Certainly, in my case, Basil Bunting’s translations from Horace taught me how to look at the Latin original, with the Latin I learned badly at school from 13-16 years old, and start to see how it had been put together. I don’t have the learning to be able to verify, though, what I since have read Horatian scholars say: that Horace was himself working with Greek models, from Greek poems, to make his poems in Latin. Going back to Latin because of Bunting did help me, though, to try to dip into Latin poetry and see if the surface of one Latin poem seemed different from another, if Horace had “a style”. And I felt he did. Perhaps what seemed and felt different was a more Graeco-Latin surface.

I say all this as a way of coming around, eventually, to how Pound uses other texts. But I need to digress further, first. To bring out a thought I’ve been developing, that has been influencing the kind of argument I’m making. I say I could detect Horace’s “style” despite not being fluent in Latin. (The only language I even roughly can read with some sense of most of the meaning is French, and I can’t do it with hearing spoken French: maybe to get the sentiment, a bit, but not the detail, and thus probably the sentiment in the way that people in patronising bad romantic relationships say they’ve got the sense of you but are actually looking for the lover as a kind of pet…)

This sense of being able to read “for style” only applies to literature in slightly understood languages, and in using material in a jargon I don’t know well, or from another historical period of English. And the sense is honed, by at least getting something or something that can be bluffed with, and not despairing just because I can’t get everything: a very Poundian autodidactism, aided by a Poundian method.

That method is to use a commonly repeated rule Pound made about 3 kinds of writing. It is normally applied by writers, and to reading as part of literary criticism or the theory of writing. I was reminded of it when one of my heroes, poet Bill Manhire (whom I observed when I lived in New Zealand and was a postgrad in the department he taught in, but I wasn’t taught by him and was too shy to say much of a hi) kindly met me for coffee last week, and we were discussing Pound. And here I find that he comes up when I google these 3 Pound methods:

http://www.poetrylondon.co.uk/magazines/68/article/the-mix-master-and-the-dance-of-words

I’m going to use the 3 theories, briefly, as a justification for selfish reading, for skimming in the Poundian way (and Pound was a skimmer, for all that people treat him as if he were a professor working at an expert and comprehensive level).

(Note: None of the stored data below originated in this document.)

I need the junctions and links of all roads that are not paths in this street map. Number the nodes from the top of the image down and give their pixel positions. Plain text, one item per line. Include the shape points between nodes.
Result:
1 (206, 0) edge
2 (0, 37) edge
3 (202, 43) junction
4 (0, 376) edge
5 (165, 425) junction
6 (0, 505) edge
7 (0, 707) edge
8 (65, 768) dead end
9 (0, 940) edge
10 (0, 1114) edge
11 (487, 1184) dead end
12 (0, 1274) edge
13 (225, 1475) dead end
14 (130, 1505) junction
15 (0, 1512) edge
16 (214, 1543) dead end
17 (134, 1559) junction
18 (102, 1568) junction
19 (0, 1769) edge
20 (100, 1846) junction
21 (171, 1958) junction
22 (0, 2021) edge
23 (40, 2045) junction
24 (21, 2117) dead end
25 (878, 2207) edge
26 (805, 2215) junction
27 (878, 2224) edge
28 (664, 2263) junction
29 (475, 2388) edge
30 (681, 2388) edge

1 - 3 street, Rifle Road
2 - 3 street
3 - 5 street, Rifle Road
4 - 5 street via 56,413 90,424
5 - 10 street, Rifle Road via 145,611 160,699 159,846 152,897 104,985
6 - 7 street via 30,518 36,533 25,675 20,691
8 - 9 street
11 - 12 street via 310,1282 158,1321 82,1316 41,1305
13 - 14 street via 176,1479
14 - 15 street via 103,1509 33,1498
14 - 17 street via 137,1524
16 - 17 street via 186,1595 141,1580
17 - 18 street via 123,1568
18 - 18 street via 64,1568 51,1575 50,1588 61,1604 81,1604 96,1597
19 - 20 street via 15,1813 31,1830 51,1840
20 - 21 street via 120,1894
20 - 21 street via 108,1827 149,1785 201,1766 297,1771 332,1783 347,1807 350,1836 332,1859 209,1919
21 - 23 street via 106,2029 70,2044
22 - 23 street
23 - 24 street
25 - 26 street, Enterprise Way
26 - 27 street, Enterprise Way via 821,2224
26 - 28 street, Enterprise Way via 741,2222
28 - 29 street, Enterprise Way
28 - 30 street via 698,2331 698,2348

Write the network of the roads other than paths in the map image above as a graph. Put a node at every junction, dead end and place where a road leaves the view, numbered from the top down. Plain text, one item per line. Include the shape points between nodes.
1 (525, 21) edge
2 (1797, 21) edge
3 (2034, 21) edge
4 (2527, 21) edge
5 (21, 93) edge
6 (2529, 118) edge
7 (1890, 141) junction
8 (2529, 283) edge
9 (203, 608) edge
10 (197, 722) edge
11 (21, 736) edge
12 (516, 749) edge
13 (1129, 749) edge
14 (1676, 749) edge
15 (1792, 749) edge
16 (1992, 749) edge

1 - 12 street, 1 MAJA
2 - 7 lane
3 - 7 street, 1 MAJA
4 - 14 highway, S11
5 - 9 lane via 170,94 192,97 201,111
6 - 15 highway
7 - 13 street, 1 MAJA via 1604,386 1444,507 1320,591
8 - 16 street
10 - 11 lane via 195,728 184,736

When skimming the great beach of writing, it isn’t just painful chance that makes me stub my toe on Horace and pay attention. It can be recognising the music is different (influenced by Greek). Or one can see that there is a great ability with depicting the way the world looks luminous and meaningful to us only on occasion, not say as it looks every day (very possibly because we’re in a drama at the time, not intending to look, not calm). Or one can see logic.

But, when I look at how Pound looks through archives, and bookshops, as he did, I see these 3 skimming principles. I think he does want us to have, at least, a wiki entry sense of lots of his source texts. Nevertheless he remains ambivalent about whether it’s all Greek to his reader, or all Chinese whispers (I use these phrases with some sarcasm). The more one looks into the Cantos, the more one sees how Pound shows he himself got into another poet through his or her particular gift with the music of the language, just as much as he just got a hit off the language itself.